Politik

Auf dem Sozialamt der Scham begegnen

Ein Tag bei der Arbeitsvermittlung auf dem Sozialamt Dübendorf: Redaktorin Manuela Moser begegnete zwei Jobcoaches, die Langzeitarbeitslose individuell beraten.

Auf dem Sozialamt der Scham begegnen

Mit einem Brief vom Regionalen Arbeitsvermittlungszentrum (RAV) beginnt es meistens. Darin wird mitgeteilt, dass man nach zwei Jahren erfolgloser Arbeitssuche kein Geld mehr bekommt. Dazu die Empfehlung, man möge sich beim Sozialamt melden. «Für die meisten Betroffenen ist dieser Moment ein Schock», weiss Robert Scherf.
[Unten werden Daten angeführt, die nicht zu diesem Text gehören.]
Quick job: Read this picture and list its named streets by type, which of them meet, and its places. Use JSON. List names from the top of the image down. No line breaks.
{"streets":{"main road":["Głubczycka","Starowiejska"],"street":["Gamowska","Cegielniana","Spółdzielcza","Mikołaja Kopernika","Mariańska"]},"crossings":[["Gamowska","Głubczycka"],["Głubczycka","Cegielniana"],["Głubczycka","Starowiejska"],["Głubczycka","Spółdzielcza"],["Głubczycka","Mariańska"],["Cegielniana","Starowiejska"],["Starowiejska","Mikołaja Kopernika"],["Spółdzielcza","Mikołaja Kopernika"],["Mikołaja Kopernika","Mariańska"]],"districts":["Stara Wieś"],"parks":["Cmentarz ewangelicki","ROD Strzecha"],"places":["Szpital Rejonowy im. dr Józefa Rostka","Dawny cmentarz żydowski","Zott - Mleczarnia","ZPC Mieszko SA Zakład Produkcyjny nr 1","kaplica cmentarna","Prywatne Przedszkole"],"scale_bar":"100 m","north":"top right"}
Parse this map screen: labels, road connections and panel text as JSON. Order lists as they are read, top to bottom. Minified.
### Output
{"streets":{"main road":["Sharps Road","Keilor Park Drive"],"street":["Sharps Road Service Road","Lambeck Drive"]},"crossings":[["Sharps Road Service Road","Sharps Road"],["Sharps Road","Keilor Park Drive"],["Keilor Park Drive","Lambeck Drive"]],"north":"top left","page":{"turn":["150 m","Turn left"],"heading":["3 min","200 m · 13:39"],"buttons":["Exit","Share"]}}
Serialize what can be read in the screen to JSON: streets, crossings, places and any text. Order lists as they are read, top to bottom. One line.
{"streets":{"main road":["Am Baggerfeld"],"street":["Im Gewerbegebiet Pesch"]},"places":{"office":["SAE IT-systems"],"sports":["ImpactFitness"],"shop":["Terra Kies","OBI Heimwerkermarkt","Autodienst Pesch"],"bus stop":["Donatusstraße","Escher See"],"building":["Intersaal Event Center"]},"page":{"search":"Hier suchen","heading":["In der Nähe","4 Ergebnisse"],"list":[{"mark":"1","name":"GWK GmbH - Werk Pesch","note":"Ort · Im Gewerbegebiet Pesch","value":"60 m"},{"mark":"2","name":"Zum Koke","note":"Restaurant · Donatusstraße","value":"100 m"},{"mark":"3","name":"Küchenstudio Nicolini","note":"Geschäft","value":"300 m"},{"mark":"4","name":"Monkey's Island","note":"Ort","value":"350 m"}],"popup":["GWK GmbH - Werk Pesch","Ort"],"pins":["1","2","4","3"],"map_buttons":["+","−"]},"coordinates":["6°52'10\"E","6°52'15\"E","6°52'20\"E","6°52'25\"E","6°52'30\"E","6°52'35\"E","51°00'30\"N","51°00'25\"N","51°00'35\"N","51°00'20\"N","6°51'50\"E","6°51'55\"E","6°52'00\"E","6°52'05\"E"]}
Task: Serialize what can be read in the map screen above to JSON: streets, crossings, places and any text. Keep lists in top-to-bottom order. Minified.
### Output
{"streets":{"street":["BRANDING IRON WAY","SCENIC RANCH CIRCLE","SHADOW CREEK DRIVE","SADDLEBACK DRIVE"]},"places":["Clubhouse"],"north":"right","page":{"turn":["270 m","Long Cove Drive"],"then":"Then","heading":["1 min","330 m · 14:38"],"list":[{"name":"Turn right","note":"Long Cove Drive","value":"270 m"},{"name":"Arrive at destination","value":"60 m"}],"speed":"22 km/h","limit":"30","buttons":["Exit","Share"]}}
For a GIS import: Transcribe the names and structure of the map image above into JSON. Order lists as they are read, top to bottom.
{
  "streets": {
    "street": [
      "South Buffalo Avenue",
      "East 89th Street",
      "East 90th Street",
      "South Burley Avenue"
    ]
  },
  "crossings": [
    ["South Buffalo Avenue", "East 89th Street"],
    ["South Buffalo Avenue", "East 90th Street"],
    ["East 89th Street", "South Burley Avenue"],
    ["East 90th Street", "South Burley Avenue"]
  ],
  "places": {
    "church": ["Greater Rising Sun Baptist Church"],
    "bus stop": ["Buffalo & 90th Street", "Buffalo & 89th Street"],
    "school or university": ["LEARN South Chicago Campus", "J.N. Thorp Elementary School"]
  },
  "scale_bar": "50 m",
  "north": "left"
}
Zusammen mit seinem Kollegen Olaf Irrgang führt er seit drei Jahren die Arbeitsvermittlung auf dem Sozialamt Dübendorf. «Bis zum Ende der RAV-Zeit haben die Arbeitslosen einen guten Teil ihres Lohn weiter bezahlt bekommen, ab diesem Moment müssen sie ihr Budget drastisch einschränken.» Gedeckt wird aus öffentlicher Hand nur noch der Grundbedarf – viele müssen als Konsequenz in eine billigere Wohnung ziehen, auf das Auto und die Ferien verzichten. Hinzu kommt die Scham.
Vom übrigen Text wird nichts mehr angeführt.